[Records drawn from a dataset]

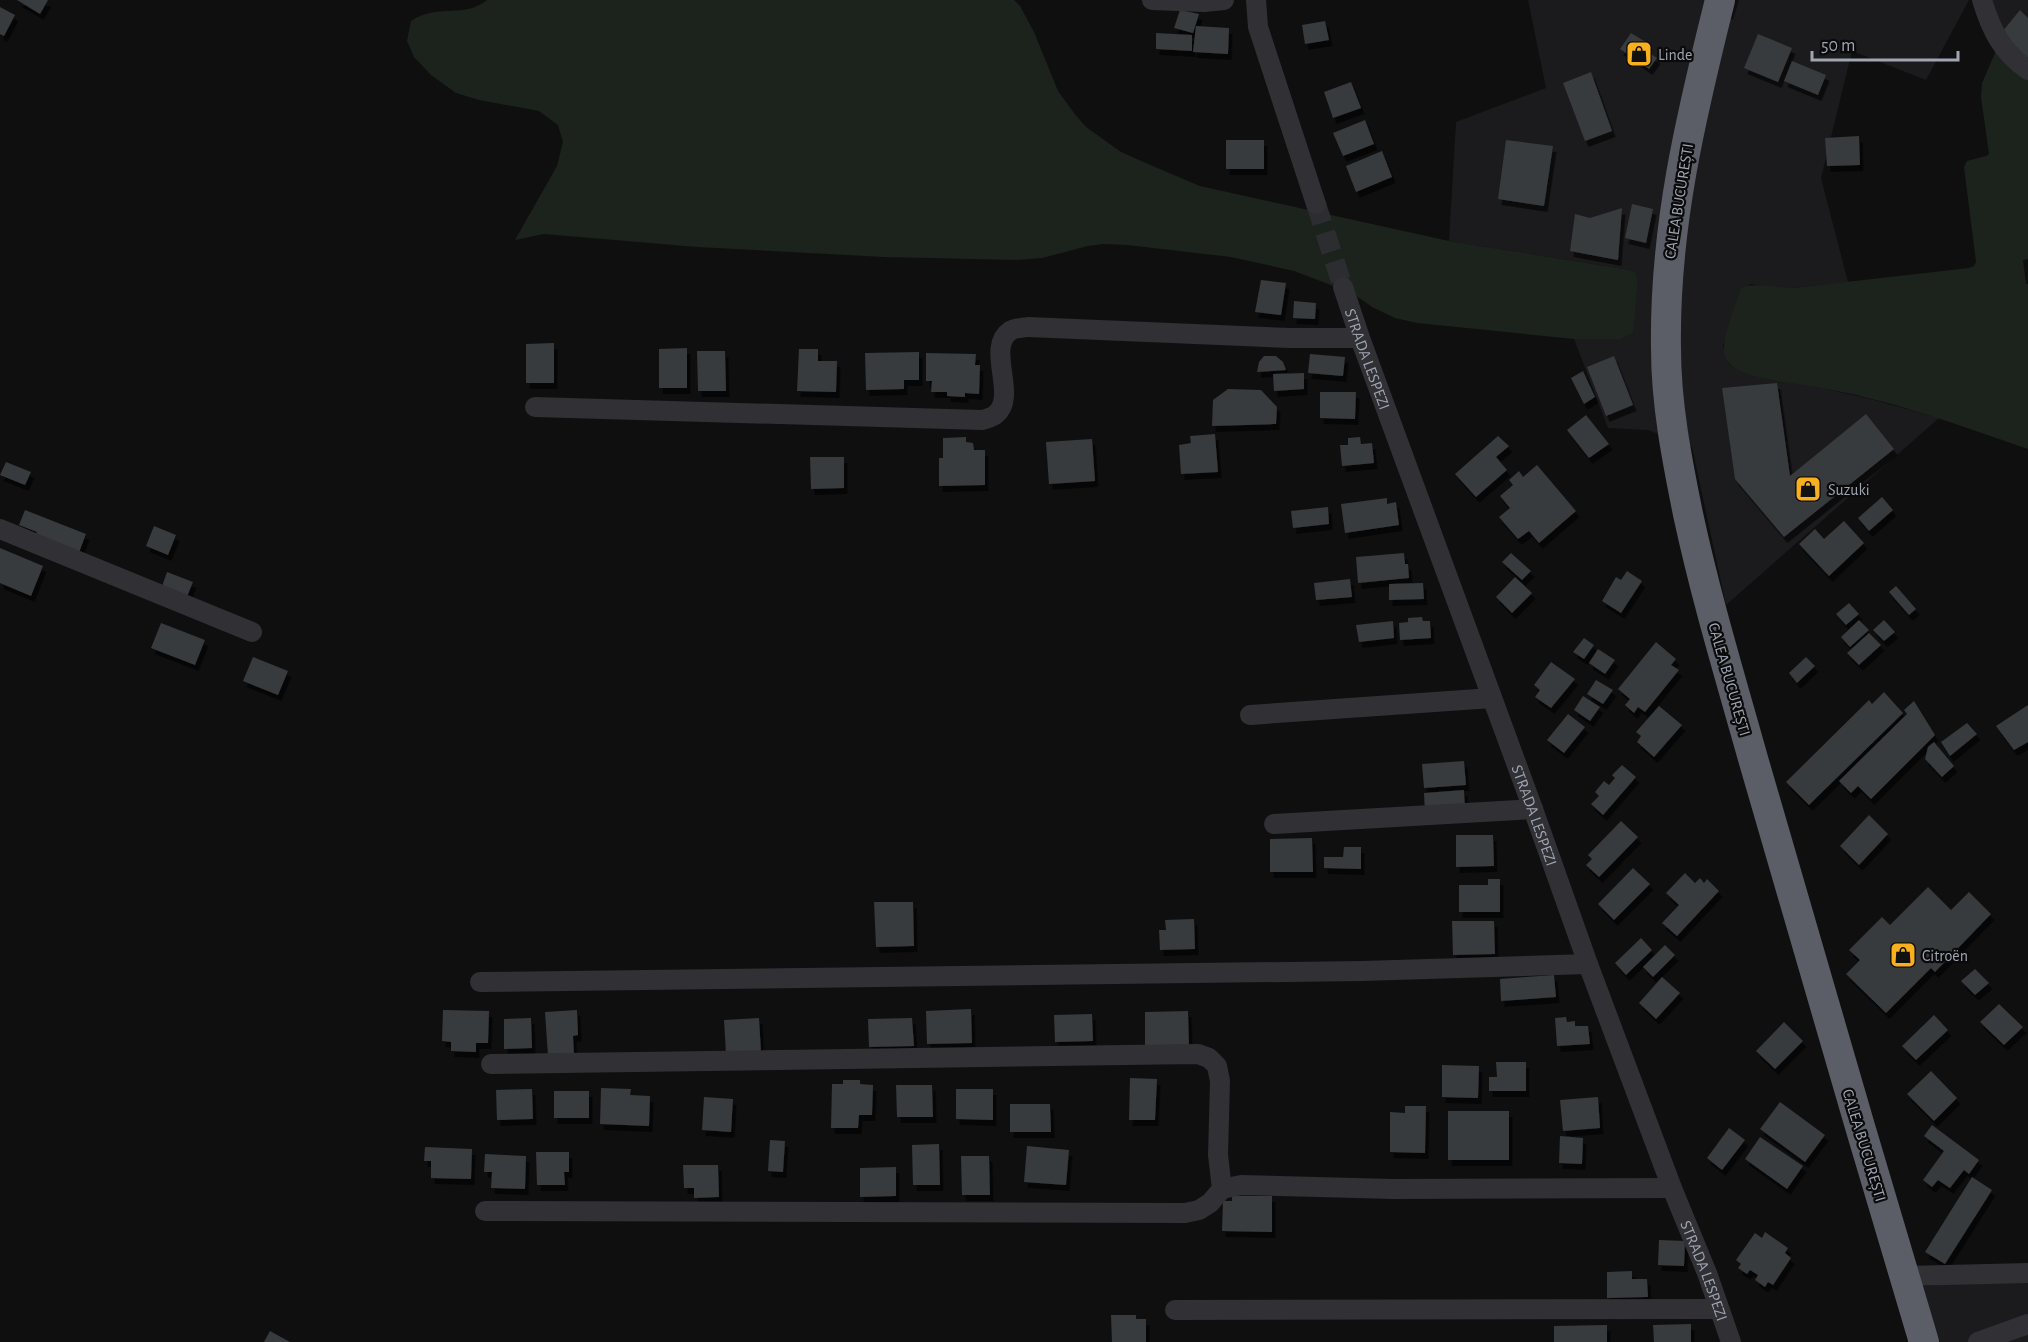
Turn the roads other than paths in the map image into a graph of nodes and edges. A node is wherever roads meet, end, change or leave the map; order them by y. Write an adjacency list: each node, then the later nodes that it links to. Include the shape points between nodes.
1 (1152, 0): 2 (street)
2 (1224, 0)
3 (1256, 0): 7 (street, via 1258,27)
4 (1720, 0): 24 (highway, CALEA BUCUREȘTI, via 1672,224 1666,286 1670,414 1712,614)
5 (1982, 0): 6 (street, via 2004,50)
6 (2028, 70)
7 (1316, 204)
8 (1343, 287): 9 (street, STRADA LESPEZI)
9 (1360, 338): 10 (street, via 1028,327 1011,330 1000,348 1002,405 996,415 982,420); 13 (street, STRADA LESPEZI)
10 (536, 406)
11 (0, 529): 12 (street)
12 (252, 632)
13 (1492, 698): 14 (street); 15 (street, STRADA LESPEZI)
14 (1250, 715)
15 (1533, 809): 16 (street); 17 (street, STRADA LESPEZI)
16 (1275, 824)
17 (1588, 964): 18 (street, via 1362,971); 20 (street, STRADA LESPEZI)
18 (480, 982)
19 (491, 1064): 21 (street, via 1198,1054 1217,1066 1220,1081 1218,1155)
20 (1672, 1188): 21 (street, via 1241,1185); 25 (street, STRADA LESPEZI)
21 (1222, 1189): 22 (street, via 1210,1203 1185,1213)
22 (486, 1211)
23 (2028, 1273): 24 (street)
24 (1905, 1276): 29 (highway, CALEA BUCUREȘTI)
25 (1719, 1309): 26 (street); 28 (street, STRADA LESPEZI)
26 (1175, 1310)
27 (2028, 1324): 30 (street)
28 (1731, 1342)
29 (1924, 1342)
30 (1978, 1342)

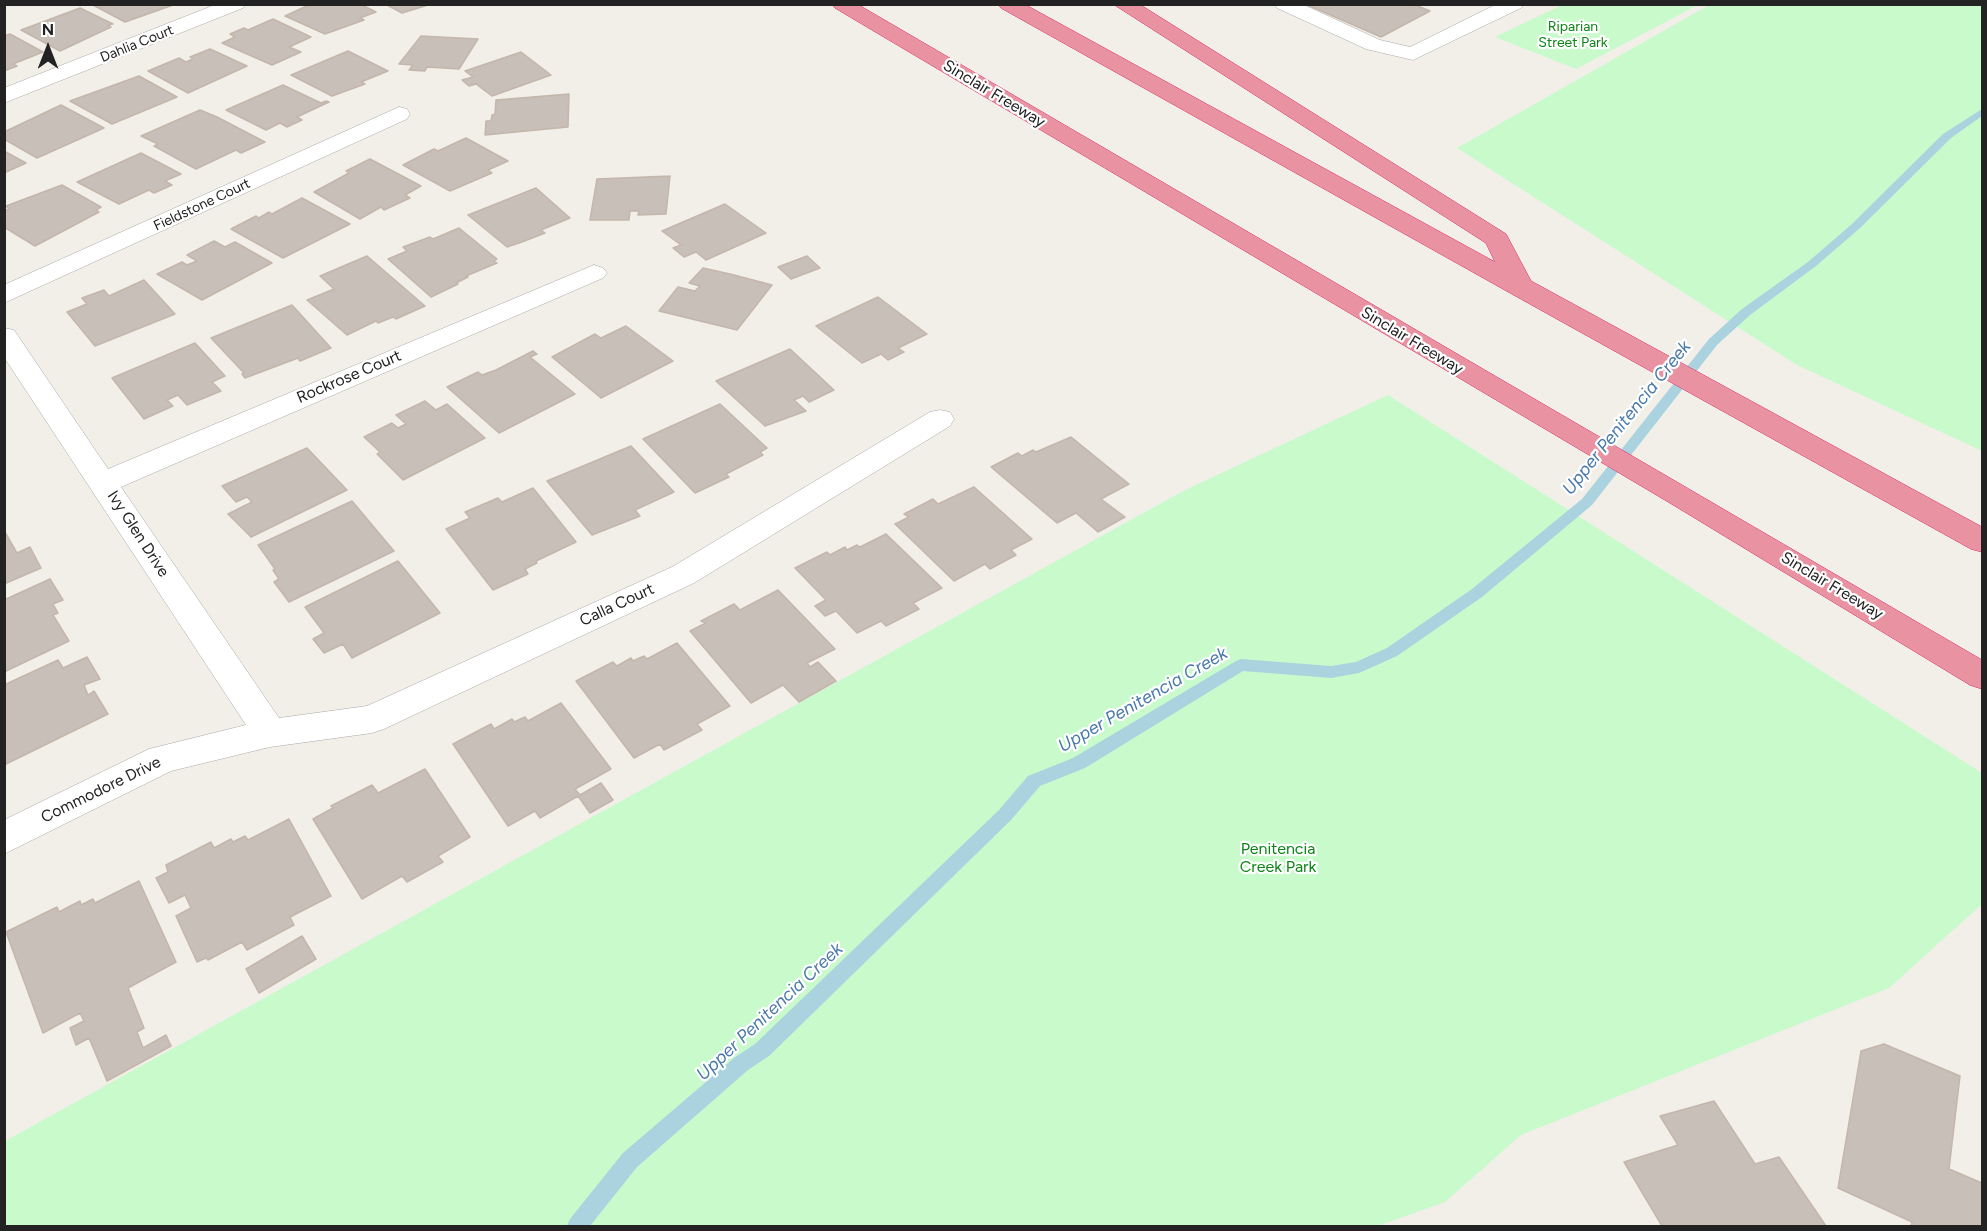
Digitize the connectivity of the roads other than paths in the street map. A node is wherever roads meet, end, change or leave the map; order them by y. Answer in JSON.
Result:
{"nodes":[{"id":1,"x":236,"y":4,"type":"edge"},
{"id":2,"x":842,"y":4,"type":"edge"},
{"id":3,"x":1008,"y":4,"type":"edge"},
{"id":4,"x":1123,"y":4,"type":"edge"},
{"id":5,"x":1284,"y":4,"type":"edge"},
{"id":6,"x":1514,"y":4,"type":"edge"},
{"id":7,"x":4,"y":96,"type":"edge"},
{"id":8,"x":399,"y":114,"type":"dead end"},
{"id":9,"x":594,"y":273,"type":"dead end"},
{"id":10,"x":1521,"y":288,"type":"junction"},
{"id":11,"x":4,"y":296,"type":"edge"},
{"id":12,"x":4,"y":336,"type":"edge"},
{"id":13,"x":940,"y":419,"type":"dead end"},
{"id":14,"x":104,"y":482,"type":"junction"},
{"id":15,"x":1983,"y":541,"type":"edge"},
{"id":16,"x":1983,"y":676,"type":"edge"},
{"id":17,"x":270,"y":733,"type":"junction"},
{"id":18,"x":4,"y":838,"type":"edge"}],
"edges":[{"from":1,"to":7,"type":"street","name":"Dahlia Court"},
{"from":2,"to":16,"type":"highway","name":"Sinclair Freeway"},
{"from":3,"to":10,"type":"highway"},
{"from":4,"to":10,"type":"highway"},
{"from":5,"to":6,"type":"street"},
{"from":8,"to":11,"type":"street","name":"Fieldstone Court"},
{"from":9,"to":14,"type":"street","name":"Rockrose Court"},
{"from":10,"to":15,"type":"highway"},
{"from":12,"to":14,"type":"street","name":"Ivy Glen Drive"},
{"from":13,"to":17,"type":"street","name":"Calla Court"},
{"from":14,"to":17,"type":"street","name":"Ivy Glen Drive"},
{"from":17,"to":18,"type":"street","name":"Commodore Drive"}]}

Brief: The expected result is every line above containing the string "edges".

Response:
Turn the roads other than paths in the map image into a graph of nodes and edges. A node is wherever roads meet, end, change or leave the map; order them by y. Write an adjacency list: each node, then the later nodes that it links to. Include the shape points between nodes.
"edges":[{"from":1,"to":7,"type":"street","name":"Dahlia Court"},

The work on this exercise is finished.